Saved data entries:
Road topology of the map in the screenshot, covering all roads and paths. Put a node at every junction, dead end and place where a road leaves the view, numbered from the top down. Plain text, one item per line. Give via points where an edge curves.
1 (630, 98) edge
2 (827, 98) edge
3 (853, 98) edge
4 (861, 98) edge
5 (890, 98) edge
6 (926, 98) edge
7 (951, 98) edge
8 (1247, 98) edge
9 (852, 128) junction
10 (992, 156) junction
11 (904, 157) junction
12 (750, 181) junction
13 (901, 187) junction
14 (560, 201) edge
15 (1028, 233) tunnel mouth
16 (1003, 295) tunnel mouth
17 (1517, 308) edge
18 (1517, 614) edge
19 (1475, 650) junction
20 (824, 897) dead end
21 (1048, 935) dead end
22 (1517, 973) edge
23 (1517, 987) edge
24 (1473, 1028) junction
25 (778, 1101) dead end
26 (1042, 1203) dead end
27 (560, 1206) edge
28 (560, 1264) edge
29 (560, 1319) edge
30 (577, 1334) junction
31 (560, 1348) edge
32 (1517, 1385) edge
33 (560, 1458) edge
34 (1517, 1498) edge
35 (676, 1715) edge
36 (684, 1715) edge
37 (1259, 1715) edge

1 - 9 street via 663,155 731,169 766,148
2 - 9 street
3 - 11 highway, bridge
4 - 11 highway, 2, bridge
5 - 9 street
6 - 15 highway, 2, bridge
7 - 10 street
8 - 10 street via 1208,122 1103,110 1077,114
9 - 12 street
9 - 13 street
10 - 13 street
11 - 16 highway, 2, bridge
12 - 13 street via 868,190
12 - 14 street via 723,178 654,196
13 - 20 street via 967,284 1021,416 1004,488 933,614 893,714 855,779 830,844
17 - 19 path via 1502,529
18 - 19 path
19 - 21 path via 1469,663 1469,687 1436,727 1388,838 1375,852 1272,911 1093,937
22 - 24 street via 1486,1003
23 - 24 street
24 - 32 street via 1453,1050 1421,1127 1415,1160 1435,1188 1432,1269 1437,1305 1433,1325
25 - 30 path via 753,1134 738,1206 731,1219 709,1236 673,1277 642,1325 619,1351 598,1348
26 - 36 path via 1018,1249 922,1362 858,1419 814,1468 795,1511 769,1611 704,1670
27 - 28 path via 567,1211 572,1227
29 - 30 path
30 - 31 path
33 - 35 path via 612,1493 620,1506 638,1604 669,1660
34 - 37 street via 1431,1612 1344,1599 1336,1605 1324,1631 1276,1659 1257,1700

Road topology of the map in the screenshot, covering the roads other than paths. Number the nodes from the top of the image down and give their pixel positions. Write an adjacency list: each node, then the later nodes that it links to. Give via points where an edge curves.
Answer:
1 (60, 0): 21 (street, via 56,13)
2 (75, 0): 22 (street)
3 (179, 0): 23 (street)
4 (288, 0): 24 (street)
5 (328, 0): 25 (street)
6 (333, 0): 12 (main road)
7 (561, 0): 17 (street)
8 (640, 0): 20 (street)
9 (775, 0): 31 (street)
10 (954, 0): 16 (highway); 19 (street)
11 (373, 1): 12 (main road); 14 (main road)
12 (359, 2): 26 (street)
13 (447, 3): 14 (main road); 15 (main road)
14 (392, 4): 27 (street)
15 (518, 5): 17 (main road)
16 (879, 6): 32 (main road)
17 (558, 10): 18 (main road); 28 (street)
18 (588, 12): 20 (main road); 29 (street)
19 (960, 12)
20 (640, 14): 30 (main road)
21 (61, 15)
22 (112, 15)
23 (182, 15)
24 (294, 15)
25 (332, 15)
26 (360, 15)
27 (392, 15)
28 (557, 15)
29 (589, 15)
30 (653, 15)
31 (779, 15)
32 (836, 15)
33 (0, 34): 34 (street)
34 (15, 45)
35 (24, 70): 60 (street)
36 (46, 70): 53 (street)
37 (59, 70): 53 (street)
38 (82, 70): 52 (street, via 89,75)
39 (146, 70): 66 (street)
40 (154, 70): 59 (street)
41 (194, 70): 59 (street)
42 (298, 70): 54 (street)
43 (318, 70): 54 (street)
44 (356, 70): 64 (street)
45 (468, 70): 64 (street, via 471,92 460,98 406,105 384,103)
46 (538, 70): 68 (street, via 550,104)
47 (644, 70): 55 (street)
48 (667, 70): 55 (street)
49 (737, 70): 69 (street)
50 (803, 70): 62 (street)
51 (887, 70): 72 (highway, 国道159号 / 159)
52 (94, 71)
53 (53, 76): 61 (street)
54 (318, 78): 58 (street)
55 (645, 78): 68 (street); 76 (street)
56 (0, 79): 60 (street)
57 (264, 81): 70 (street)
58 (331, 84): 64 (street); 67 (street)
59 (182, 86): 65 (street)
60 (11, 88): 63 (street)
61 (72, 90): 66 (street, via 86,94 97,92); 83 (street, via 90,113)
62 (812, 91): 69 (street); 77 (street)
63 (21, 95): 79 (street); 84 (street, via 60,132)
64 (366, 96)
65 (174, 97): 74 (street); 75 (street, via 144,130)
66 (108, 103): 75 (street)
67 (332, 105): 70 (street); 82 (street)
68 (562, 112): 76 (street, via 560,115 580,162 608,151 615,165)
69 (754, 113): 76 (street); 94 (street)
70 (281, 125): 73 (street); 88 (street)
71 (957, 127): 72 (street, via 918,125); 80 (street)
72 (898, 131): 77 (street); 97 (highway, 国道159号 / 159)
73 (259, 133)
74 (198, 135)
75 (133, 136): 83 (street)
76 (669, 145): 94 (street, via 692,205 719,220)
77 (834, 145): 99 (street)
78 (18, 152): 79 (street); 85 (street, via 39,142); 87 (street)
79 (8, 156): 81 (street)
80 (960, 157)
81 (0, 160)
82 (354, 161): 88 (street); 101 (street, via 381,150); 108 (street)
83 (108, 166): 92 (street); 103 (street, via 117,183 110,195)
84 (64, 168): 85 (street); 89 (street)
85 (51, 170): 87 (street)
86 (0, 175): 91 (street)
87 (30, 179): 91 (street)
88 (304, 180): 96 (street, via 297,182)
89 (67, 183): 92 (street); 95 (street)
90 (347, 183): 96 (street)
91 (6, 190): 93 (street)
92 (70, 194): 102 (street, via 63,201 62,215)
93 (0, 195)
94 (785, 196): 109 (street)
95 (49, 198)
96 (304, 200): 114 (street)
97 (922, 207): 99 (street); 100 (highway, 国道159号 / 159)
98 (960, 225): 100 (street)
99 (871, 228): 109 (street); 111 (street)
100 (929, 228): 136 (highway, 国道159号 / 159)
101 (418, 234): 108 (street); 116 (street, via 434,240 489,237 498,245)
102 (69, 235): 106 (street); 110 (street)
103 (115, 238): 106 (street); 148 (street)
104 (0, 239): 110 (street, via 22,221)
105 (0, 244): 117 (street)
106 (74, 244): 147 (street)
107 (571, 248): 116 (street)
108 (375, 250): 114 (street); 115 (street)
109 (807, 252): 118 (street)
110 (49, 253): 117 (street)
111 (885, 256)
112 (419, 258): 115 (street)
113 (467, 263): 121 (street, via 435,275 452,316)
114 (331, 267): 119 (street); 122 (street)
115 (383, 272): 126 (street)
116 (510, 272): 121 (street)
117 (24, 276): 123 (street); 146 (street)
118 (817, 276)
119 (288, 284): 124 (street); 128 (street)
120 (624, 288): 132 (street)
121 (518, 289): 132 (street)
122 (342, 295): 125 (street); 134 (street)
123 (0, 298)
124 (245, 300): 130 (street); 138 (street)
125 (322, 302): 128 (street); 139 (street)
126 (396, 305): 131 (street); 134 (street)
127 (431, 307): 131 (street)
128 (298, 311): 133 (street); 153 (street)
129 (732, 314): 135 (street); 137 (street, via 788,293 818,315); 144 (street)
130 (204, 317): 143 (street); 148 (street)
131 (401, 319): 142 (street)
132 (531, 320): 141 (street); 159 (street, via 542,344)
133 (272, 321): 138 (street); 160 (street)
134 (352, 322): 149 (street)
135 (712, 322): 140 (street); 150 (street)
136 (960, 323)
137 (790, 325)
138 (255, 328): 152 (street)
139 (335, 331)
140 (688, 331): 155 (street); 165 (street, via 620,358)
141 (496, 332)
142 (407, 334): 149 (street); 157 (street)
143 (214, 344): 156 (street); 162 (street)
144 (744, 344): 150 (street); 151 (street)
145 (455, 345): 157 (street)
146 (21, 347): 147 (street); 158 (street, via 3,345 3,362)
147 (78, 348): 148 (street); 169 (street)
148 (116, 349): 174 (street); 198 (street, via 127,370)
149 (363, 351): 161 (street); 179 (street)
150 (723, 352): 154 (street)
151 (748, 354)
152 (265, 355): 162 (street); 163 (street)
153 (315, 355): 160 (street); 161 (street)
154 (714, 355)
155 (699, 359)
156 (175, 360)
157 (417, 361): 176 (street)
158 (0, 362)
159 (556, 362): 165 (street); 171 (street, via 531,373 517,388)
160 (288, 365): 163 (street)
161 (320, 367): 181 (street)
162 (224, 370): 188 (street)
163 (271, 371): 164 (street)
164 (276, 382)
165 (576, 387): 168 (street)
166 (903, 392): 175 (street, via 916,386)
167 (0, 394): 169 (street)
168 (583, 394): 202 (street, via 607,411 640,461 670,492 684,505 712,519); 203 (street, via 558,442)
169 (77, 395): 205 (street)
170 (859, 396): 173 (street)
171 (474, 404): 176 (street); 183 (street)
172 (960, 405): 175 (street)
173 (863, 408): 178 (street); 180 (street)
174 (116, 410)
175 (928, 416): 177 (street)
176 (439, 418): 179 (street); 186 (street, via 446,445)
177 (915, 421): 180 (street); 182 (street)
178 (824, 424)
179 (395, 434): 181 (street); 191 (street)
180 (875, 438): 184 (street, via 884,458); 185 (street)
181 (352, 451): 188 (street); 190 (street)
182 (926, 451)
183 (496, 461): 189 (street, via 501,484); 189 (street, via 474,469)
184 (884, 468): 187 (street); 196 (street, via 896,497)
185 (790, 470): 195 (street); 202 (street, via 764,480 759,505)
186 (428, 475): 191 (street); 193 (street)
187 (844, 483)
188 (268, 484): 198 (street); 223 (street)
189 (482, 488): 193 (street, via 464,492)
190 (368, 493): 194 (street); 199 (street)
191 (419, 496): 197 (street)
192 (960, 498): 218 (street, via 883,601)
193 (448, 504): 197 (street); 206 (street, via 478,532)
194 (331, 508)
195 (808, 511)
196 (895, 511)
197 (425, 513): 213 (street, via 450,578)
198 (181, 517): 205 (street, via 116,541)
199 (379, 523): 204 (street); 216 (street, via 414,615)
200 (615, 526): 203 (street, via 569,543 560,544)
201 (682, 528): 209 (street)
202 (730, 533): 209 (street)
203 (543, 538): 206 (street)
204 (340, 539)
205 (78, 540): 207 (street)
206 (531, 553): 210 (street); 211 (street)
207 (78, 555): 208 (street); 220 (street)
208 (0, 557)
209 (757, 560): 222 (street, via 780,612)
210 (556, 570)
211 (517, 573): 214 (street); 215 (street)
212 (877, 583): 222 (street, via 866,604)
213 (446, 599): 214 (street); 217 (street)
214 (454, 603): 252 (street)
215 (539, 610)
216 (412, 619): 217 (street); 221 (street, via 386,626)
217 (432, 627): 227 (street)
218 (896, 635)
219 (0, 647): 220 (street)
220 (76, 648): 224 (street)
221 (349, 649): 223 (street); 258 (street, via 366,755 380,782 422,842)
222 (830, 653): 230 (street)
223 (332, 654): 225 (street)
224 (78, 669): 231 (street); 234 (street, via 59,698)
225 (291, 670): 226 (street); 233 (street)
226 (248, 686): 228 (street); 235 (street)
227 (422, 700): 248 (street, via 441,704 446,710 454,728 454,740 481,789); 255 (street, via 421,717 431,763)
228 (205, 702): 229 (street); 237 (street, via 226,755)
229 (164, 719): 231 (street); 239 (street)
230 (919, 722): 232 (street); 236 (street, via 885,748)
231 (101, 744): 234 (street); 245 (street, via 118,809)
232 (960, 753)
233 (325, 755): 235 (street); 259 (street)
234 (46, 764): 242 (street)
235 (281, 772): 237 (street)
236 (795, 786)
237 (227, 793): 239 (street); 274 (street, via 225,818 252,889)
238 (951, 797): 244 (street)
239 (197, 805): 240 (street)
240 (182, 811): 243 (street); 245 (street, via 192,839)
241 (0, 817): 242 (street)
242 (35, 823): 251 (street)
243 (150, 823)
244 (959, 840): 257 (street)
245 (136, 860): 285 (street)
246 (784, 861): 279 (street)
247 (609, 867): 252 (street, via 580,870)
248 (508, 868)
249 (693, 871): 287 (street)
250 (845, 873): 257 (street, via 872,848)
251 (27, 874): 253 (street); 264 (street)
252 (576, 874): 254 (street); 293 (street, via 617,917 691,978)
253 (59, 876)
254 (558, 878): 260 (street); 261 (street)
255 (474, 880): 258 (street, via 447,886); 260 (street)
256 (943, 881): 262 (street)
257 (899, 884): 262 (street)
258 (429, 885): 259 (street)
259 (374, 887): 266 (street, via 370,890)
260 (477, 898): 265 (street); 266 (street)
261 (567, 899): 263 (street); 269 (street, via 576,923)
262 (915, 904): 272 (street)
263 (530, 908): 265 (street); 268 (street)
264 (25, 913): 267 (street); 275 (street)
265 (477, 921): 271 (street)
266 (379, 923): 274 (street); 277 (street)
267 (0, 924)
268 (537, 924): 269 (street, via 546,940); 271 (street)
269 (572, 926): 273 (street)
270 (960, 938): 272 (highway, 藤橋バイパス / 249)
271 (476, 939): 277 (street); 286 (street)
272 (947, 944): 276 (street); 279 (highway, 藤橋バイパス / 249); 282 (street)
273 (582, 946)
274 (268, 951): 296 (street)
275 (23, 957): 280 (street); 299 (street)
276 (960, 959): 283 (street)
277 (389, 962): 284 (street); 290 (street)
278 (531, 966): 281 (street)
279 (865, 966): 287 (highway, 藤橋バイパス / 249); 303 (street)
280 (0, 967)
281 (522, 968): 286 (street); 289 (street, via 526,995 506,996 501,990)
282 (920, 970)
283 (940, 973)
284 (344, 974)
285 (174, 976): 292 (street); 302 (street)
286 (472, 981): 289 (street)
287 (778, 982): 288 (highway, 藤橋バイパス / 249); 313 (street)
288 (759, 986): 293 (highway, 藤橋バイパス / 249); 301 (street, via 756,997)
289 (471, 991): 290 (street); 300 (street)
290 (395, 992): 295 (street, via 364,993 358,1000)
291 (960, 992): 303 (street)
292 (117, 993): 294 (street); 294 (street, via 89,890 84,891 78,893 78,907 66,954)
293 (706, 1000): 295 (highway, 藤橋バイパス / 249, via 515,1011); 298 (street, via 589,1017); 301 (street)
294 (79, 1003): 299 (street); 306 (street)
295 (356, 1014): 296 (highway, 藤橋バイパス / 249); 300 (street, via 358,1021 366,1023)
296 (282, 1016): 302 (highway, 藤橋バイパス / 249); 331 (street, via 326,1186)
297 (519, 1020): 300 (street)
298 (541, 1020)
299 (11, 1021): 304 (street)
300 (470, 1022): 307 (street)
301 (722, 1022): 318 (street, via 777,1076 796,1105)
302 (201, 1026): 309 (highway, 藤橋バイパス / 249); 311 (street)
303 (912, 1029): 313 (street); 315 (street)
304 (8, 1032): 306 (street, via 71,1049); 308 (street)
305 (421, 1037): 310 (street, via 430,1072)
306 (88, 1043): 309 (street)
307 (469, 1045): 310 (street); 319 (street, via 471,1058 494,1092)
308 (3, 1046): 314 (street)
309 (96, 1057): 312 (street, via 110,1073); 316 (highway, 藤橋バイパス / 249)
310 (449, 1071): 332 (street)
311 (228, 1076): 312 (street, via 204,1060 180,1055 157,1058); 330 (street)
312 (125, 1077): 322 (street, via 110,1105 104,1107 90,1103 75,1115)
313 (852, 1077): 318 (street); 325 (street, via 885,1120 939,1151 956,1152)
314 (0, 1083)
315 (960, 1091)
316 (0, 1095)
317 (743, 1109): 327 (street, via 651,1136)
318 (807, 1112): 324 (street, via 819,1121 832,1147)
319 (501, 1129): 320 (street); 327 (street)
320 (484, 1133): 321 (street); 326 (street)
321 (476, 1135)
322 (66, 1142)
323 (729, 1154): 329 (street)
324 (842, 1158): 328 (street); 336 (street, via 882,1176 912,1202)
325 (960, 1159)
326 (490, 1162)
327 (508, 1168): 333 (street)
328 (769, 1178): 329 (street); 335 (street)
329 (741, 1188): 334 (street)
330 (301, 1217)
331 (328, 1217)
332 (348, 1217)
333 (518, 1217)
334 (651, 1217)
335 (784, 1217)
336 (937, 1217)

### Task objective
Copy every line of the data where "main" is found.

### Task response
6 (333, 0): 12 (main road)
11 (373, 1): 12 (main road); 14 (main road)
13 (447, 3): 14 (main road); 15 (main road)
15 (518, 5): 17 (main road)
16 (879, 6): 32 (main road)
17 (558, 10): 18 (main road); 28 (street)
18 (588, 12): 20 (main road); 29 (street)
20 (640, 14): 30 (main road)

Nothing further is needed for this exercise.